- _Work item_:
In the copy you make, keep each entry exactly as it is and leave out all images.

(Beginning of Provided records)

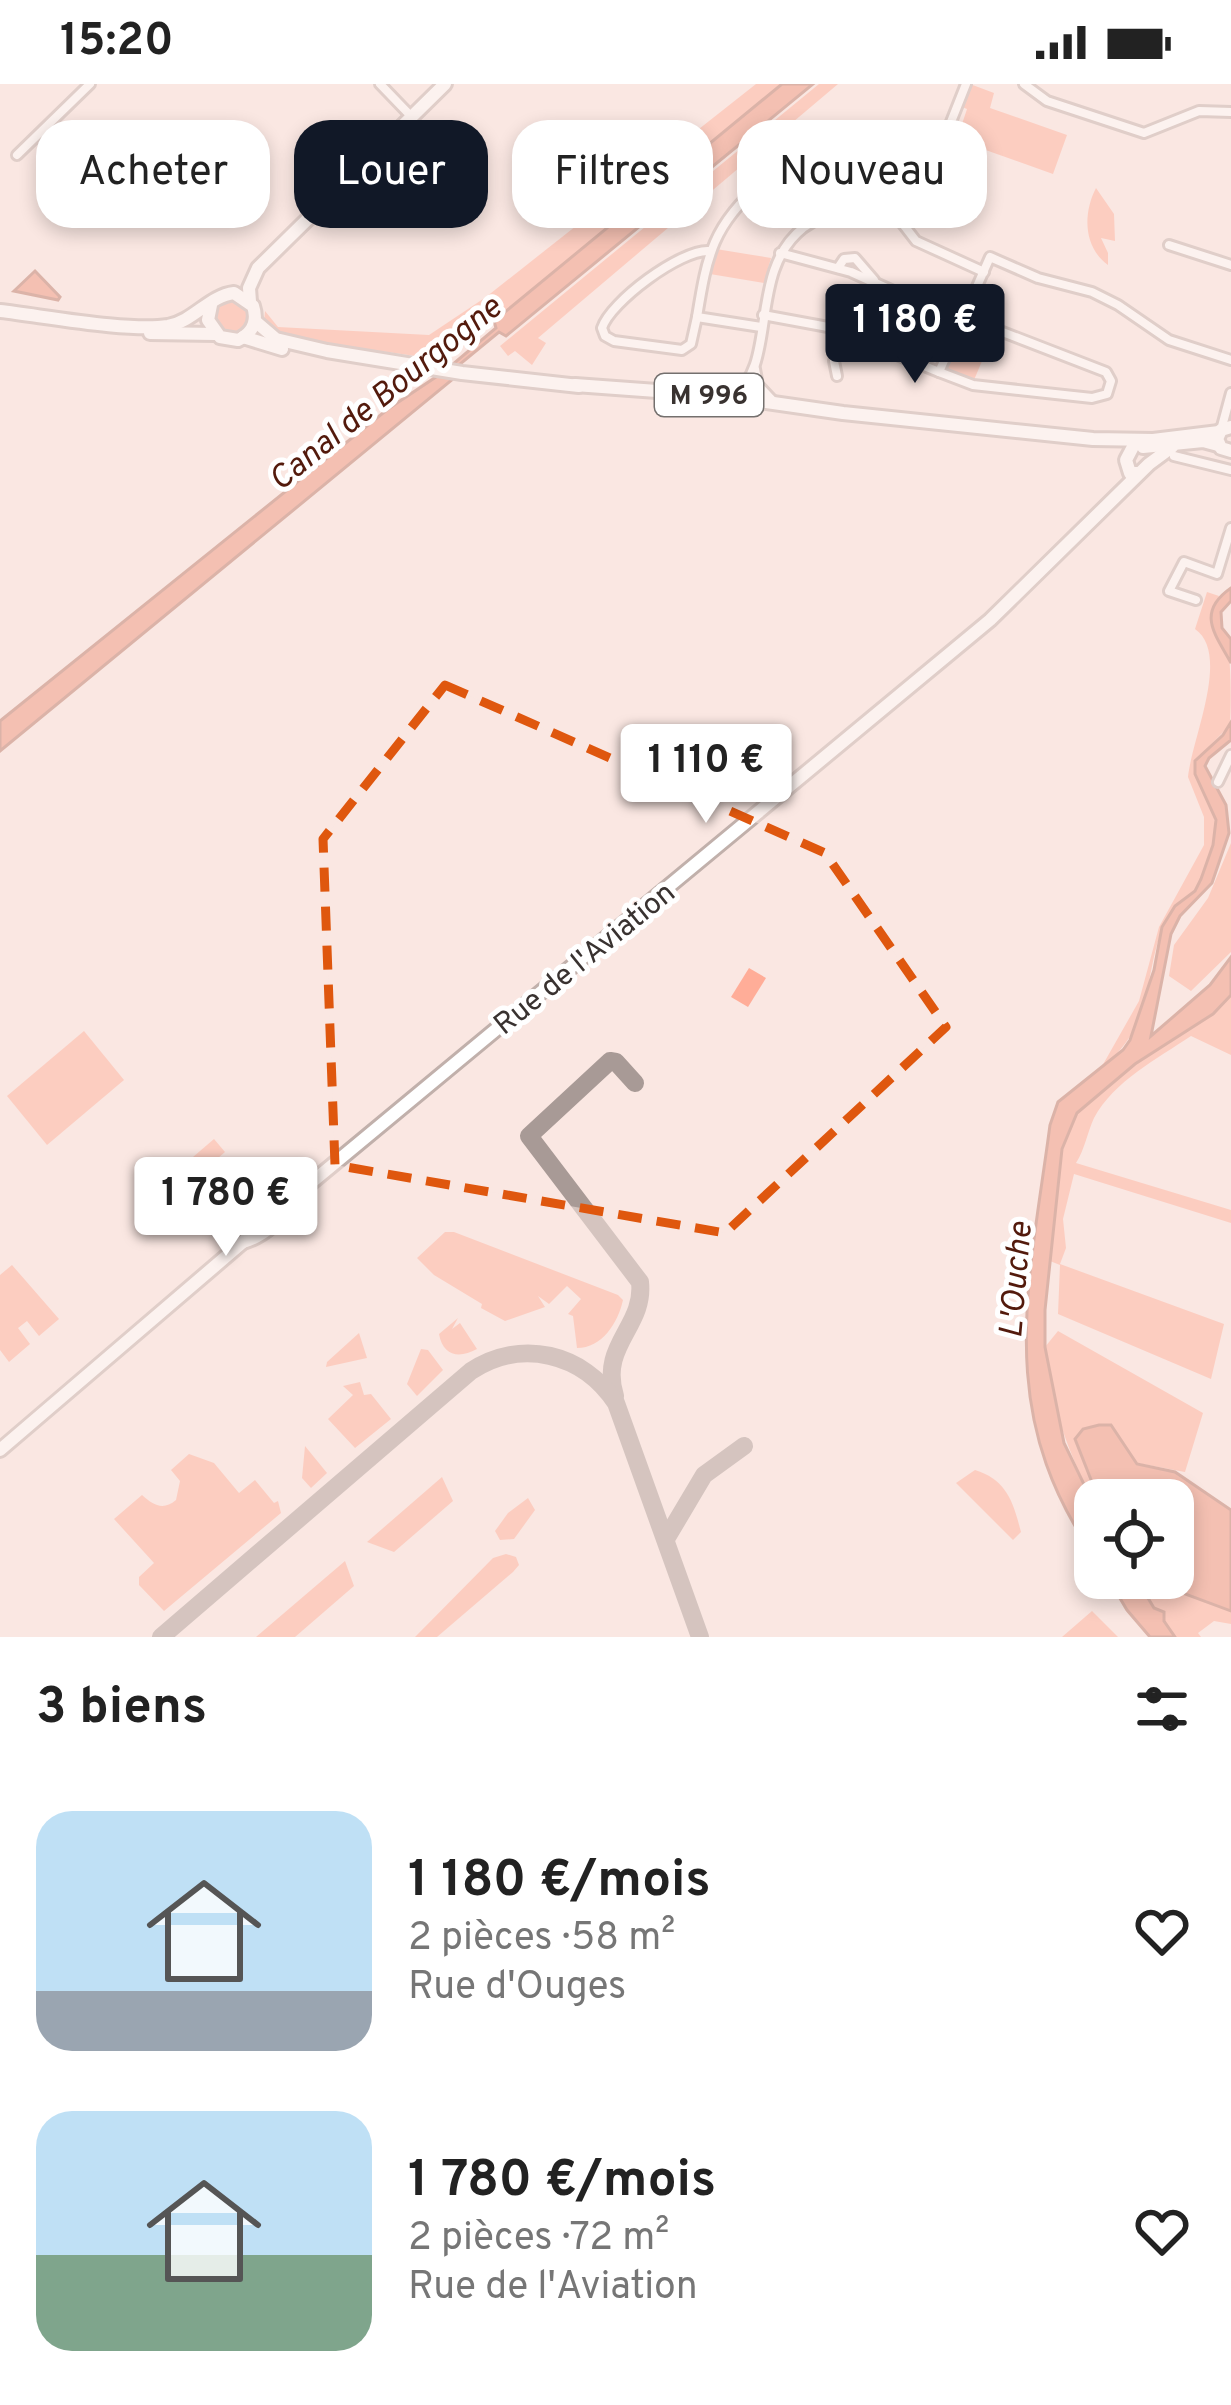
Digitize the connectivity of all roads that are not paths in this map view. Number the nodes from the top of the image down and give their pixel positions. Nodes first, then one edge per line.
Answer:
1 (90, 84) edge
2 (380, 84) edge
3 (436, 84) edge
4 (445, 84) edge
5 (966, 84) edge
6 (1024, 84) edge
7 (407, 112) junction
8 (1231, 112) edge
9 (952, 120) edge
10 (17, 155) dead end
11 (737, 206) edge
12 (804, 228) edge
13 (906, 228) edge
14 (1169, 245) dead end
15 (709, 251) junction
16 (781, 253) junction
17 (1231, 266) edge
18 (984, 272) junction
19 (227, 293) junction
20 (250, 302) junction
21 (211, 305) junction
22 (0, 315) edge
23 (763, 315) junction
24 (697, 317) junction
25 (964, 317) junction
26 (255, 321) junction
27 (761, 327) junction
28 (844, 332) junction
29 (215, 334) junction
30 (243, 337) junction
31 (884, 349) junction
32 (327, 351) junction
33 (1231, 360) edge
34 (755, 366) junction
35 (939, 372) junction
36 (837, 376) dead end
37 (575, 385) junction
38 (758, 385) junction
39 (1231, 393) edge
40 (749, 401) junction
41 (774, 402) junction
42 (843, 413) junction
43 (1225, 437) edge
44 (1093, 439) junction
45 (1173, 452) junction
46 (1136, 455) junction
47 (1231, 467) edge
48 (1231, 529) edge
49 (1196, 600) dead end
50 (1231, 755) edge
51 (1218, 782) dead end
52 (0, 1450) edge

1 - 10 street
2 - 7 street
3 - 7 main road
4 - 20 main road
5 - 9 street
6 - 8 street
7 - 19 main road
11 - 15 street
12 - 16 street
13 - 18 street
14 - 17 street
15 - 24 street
15 - 24 street
16 - 23 street
16 - 31 street
18 - 25 street
18 - 33 street
19 - 20 main road
19 - 21 main road
20 - 26 main road
21 - 22 main road
21 - 29 main road
22 - 29 main road
23 - 27 street
23 - 28 street
24 - 27 street
25 - 35 street
25 - 35 street
26 - 30 main road
26 - 32 main road
27 - 34 street
28 - 31 street
28 - 36 street
29 - 30 main road
30 - 32 main road
31 - 35 street
32 - 37 main road
34 - 38 street
34 - 40 street
37 - 40 main road, M 996
37 - 40 main road, M 996
38 - 40 street
38 - 41 street
39 - 43 street
40 - 41 main road, M 996
40 - 42 main road, M 996
41 - 42 main road, M 996
42 - 44 main road, M 996
43 - 45 main road
43 - 46 main road, M 996
43 - 47 street
44 - 46 main road, M 996
44 - 46 main road, M 996
45 - 46 main road, M 996
45 - 47 street
46 - 52 main road, Rue de l'Aviation
48 - 49 street
50 - 51 street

(End of Provided records)

- _Answer_:
Digitize the connectivity of all roads that are not paths in this map view. Number the nodes from the top of the image down and give their pixel positions. Nodes first, then one edge per line.
Answer:
1 (90, 84) edge
2 (380, 84) edge
3 (436, 84) edge
4 (445, 84) edge
5 (966, 84) edge
6 (1024, 84) edge
7 (407, 112) junction
8 (1231, 112) edge
9 (952, 120) edge
10 (17, 155) dead end
11 (737, 206) edge
12 (804, 228) edge
13 (906, 228) edge
14 (1169, 245) dead end
15 (709, 251) junction
16 (781, 253) junction
17 (1231, 266) edge
18 (984, 272) junction
19 (227, 293) junction
20 (250, 302) junction
21 (211, 305) junction
22 (0, 315) edge
23 (763, 315) junction
24 (697, 317) junction
25 (964, 317) junction
26 (255, 321) junction
27 (761, 327) junction
28 (844, 332) junction
29 (215, 334) junction
30 (243, 337) junction
31 (884, 349) junction
32 (327, 351) junction
33 (1231, 360) edge
34 (755, 366) junction
35 (939, 372) junction
36 (837, 376) dead end
37 (575, 385) junction
38 (758, 385) junction
39 (1231, 393) edge
40 (749, 401) junction
41 (774, 402) junction
42 (843, 413) junction
43 (1225, 437) edge
44 (1093, 439) junction
45 (1173, 452) junction
46 (1136, 455) junction
47 (1231, 467) edge
48 (1231, 529) edge
49 (1196, 600) dead end
50 (1231, 755) edge
51 (1218, 782) dead end
52 (0, 1450) edge

1 - 10 street
2 - 7 street
3 - 7 main road
4 - 20 main road
5 - 9 street
6 - 8 street
7 - 19 main road
11 - 15 street
12 - 16 street
13 - 18 street
14 - 17 street
15 - 24 street
15 - 24 street
16 - 23 street
16 - 31 street
18 - 25 street
18 - 33 street
19 - 20 main road
19 - 21 main road
20 - 26 main road
21 - 22 main road
21 - 29 main road
22 - 29 main road
23 - 27 street
23 - 28 street
24 - 27 street
25 - 35 street
25 - 35 street
26 - 30 main road
26 - 32 main road
27 - 34 street
28 - 31 street
28 - 36 street
29 - 30 main road
30 - 32 main road
31 - 35 street
32 - 37 main road
34 - 38 street
34 - 40 street
37 - 40 main road, M 996
37 - 40 main road, M 996
38 - 40 street
38 - 41 street
39 - 43 street
40 - 41 main road, M 996
40 - 42 main road, M 996
41 - 42 main road, M 996
42 - 44 main road, M 996
43 - 45 main road
43 - 46 main road, M 996
43 - 47 street
44 - 46 main road, M 996
44 - 46 main road, M 996
45 - 46 main road, M 996
45 - 47 street
46 - 52 main road, Rue de l'Aviation
48 - 49 street
50 - 51 street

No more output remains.